In the new series of images, a female tiger is seen crossing from right to left, followed closely by three cubs, estimated to be between one and a half to two years old. A second set of images, captured a month later, revealed the same family of four. These rare images came from camera traps set up by WWF-Malaysia in the Belum Temengor Forest Complex.
Why are these images so important? Footage of the cubs show us what's possible if the right conditions are in place for tigers to thrive. This includes the presence of suitable habitat and prey that help the tigers survive. It also highlights the risks these cubs continue to face as they grow up.
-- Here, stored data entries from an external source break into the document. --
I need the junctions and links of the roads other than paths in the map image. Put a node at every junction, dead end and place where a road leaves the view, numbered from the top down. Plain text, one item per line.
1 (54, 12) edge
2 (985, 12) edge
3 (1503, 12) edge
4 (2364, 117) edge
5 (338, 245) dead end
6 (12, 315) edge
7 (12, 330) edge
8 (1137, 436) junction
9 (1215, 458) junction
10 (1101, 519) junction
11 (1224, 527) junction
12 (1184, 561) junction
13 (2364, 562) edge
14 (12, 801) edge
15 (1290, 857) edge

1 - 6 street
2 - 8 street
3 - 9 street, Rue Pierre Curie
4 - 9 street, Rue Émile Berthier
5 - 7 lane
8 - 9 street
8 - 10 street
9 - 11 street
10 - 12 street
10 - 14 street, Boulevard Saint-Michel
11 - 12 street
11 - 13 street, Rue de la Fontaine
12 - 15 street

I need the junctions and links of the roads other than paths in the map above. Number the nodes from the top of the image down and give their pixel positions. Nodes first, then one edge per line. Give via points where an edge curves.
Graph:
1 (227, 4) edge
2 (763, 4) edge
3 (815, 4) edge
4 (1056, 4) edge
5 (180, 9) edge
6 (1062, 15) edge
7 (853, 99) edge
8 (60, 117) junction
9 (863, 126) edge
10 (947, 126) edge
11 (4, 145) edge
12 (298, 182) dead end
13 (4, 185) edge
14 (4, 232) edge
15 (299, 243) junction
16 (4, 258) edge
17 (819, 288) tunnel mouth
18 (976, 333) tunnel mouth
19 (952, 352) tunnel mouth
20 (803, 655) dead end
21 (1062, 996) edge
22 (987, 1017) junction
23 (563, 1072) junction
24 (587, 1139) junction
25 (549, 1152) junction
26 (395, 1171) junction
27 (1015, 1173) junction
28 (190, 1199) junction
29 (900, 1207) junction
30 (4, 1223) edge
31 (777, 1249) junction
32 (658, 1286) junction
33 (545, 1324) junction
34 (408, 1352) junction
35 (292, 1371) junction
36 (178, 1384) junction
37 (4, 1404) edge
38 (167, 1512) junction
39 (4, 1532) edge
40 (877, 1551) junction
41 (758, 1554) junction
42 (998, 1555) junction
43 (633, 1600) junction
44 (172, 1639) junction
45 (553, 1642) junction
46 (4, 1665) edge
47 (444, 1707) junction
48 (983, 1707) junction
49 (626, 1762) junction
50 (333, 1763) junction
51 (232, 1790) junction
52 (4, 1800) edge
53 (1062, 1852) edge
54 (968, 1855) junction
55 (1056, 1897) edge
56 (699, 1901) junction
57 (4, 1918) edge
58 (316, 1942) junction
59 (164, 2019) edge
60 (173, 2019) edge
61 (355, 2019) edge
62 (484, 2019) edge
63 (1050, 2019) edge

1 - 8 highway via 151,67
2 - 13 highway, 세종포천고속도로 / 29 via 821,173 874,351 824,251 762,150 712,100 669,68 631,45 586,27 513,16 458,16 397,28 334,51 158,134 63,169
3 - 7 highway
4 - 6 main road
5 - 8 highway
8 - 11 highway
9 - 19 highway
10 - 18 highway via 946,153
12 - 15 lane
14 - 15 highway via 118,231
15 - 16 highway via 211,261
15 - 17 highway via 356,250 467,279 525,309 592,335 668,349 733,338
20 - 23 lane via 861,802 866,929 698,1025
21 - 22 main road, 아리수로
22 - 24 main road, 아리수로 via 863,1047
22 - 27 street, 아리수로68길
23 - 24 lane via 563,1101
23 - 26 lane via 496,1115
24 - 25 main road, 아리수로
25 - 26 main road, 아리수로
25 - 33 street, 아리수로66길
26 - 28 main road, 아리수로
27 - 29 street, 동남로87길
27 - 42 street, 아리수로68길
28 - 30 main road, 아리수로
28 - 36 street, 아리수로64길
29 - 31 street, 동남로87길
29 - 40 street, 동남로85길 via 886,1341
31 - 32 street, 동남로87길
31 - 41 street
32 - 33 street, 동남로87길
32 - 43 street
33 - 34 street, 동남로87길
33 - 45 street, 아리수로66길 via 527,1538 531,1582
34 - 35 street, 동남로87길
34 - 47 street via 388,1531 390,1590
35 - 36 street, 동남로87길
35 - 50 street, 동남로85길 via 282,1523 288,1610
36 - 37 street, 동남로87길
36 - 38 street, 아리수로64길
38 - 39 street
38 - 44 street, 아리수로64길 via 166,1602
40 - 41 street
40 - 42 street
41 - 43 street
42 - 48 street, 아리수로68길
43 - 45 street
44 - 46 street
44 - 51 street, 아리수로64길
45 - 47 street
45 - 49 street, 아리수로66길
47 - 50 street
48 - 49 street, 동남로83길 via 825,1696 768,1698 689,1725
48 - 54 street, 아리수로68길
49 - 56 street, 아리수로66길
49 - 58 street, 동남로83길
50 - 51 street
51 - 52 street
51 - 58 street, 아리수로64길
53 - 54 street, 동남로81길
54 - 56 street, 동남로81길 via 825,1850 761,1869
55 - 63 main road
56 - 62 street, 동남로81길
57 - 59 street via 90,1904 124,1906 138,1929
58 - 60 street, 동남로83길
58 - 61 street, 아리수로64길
WWF’s report, Silence of the Snares, illustrated how snares—traps set up to capture tigers and other animals—are a major threat to wildlife in Southeast Asia. Belum-Temengor in Malaysia is one of Southeast Asia’s most important tiger landscapes, yet it experienced a 50% decline in tiger numbers from 2009-2018 largely due to widespread snaring. In 2017 and 2018, the anti-poaching team in Malaysia had deactivated snares around the same area, which is a hotspot for foreign poachers. Since then, there has been a drastic increase in the number of patrol teams and a sharper decline in the instances of snares.
A snare-free forest means a safer forest for tigers to breed. But we need to do more than just remove snares. Sustained, stronger anti-poaching efforts are needed if we are to ensure that these cubs are safe from poachers and can survive into adulthood. National law enforcement and legislation must be strengthened to act as an effective deterrent against snaring. And for measures to be successful, regional governments will need to invest more in the management of its protected areas.
We have seen a remarkable comeback of tigers in Bhutan, China, India, Nepal, and Russia, since the launch of Tx2, an ambitious goal to double the population of wild tigers. The global wild tiger population has now increased to an estimated 3,900.
“This footage and news is a hopeful and timely message for boosting the number of tigers in the wild in Malaysia and our continued tiger conservation efforts,” says Dechen Dorji, WWF-US’s Senior Director for Wildlife Conservation in Asia.
Stories like this are proof that if we can restore these animals to their rightful homes in the wild, this number will continue to rise.